Dataset items
'''

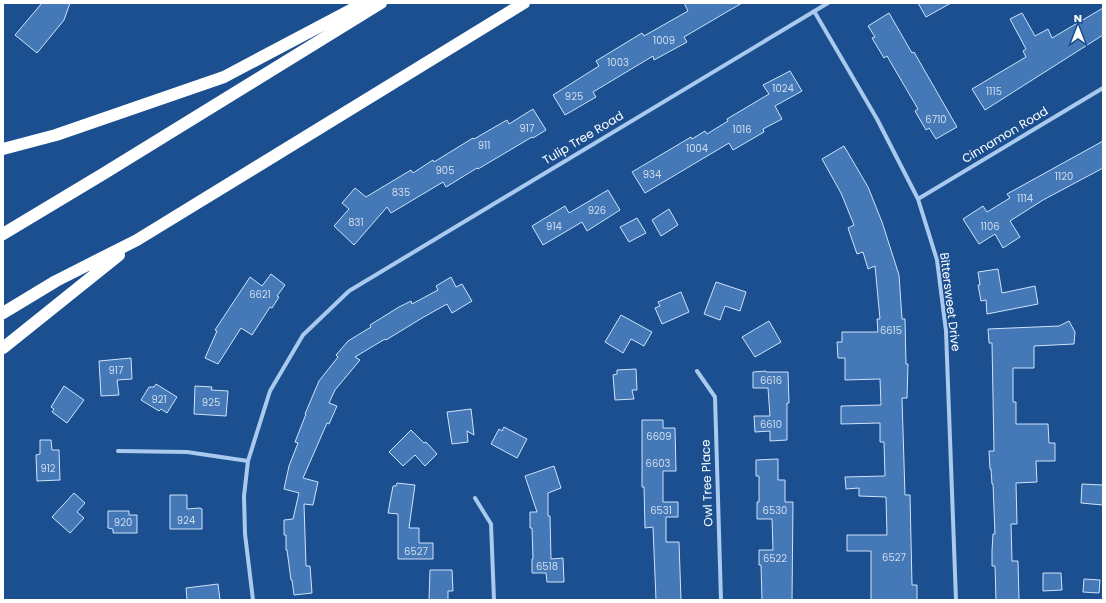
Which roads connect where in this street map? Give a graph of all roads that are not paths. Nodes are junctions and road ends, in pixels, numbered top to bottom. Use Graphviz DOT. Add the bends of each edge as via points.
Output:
graph roads {
  1 [pos="364,3"];
  2 [pos="381,3"];
  3 [pos="524,3"];
  4 [pos="828,3"];
  5 [pos="814,11"];
  6 [pos="1103,88"];
  7 [pos="3,149"];
  8 [pos="918,199"];
  9 [pos="3,234"];
  10 [pos="138,240"];
  11 [pos="3,313"];
  12 [pos="3,348"];
  13 [pos="698,371"];
  14 [pos="118,451"];
  15 [pos="248,461"];
  16 [pos="475,498"];
  17 [pos="254,600"];
  18 [pos="494,600"];
  19 [pos="721,600"];
  20 [pos="956,600"];
  1 -- 7 [label="highway" via="224,77 56,135"];
  2 -- 9 [label="highway"];
  3 -- 10 [label="highway"];
  4 -- 5 [label="street, Tulip Tree Road"];
  5 -- 8 [label="street, Bittersweet Drive" via="877,119"];
  5 -- 15 [label="street, Tulip Tree Road" via="349,291 303,335 270,391"];
  6 -- 8 [label="street, Cinnamon Road"];
  8 -- 20 [label="street, Bittersweet Drive" via="937,260 946,330"];
  10 -- 11 [label="highway" via="56,281"];
  10 -- 12 [label="highway"];
  13 -- 19 [label="street, Owl Tree Place" via="715,397"];
  14 -- 15 [label="street" via="187,452"];
  15 -- 17 [label="street, Tulip Tree Road" via="244,496 245,534"];
  16 -- 18 [label="street" via="491,524"];
}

'''

Pictures stay out; copy every entry above exactly.

Answer area:
Which roads connect where in this street map? Give a graph of all roads that are not paths. Nodes are junctions and road ends, in pixels, numbered top to bottom. Use Graphviz DOT. Add the bends of each edge as via points.
Output:
graph roads {
  1 [pos="364,3"];
  2 [pos="381,3"];
  3 [pos="524,3"];
  4 [pos="828,3"];
  5 [pos="814,11"];
  6 [pos="1103,88"];
  7 [pos="3,149"];
  8 [pos="918,199"];
  9 [pos="3,234"];
  10 [pos="138,240"];
  11 [pos="3,313"];
  12 [pos="3,348"];
  13 [pos="698,371"];
  14 [pos="118,451"];
  15 [pos="248,461"];
  16 [pos="475,498"];
  17 [pos="254,600"];
  18 [pos="494,600"];
  19 [pos="721,600"];
  20 [pos="956,600"];
  1 -- 7 [label="highway" via="224,77 56,135"];
  2 -- 9 [label="highway"];
  3 -- 10 [label="highway"];
  4 -- 5 [label="street, Tulip Tree Road"];
  5 -- 8 [label="street, Bittersweet Drive" via="877,119"];
  5 -- 15 [label="street, Tulip Tree Road" via="349,291 303,335 270,391"];
  6 -- 8 [label="street, Cinnamon Road"];
  8 -- 20 [label="street, Bittersweet Drive" via="937,260 946,330"];
  10 -- 11 [label="highway" via="56,281"];
  10 -- 12 [label="highway"];
  13 -- 19 [label="street, Owl Tree Place" via="715,397"];
  14 -- 15 [label="street" via="187,452"];
  15 -- 17 [label="street, Tulip Tree Road" via="244,496 245,534"];
  16 -- 18 [label="street" via="491,524"];
}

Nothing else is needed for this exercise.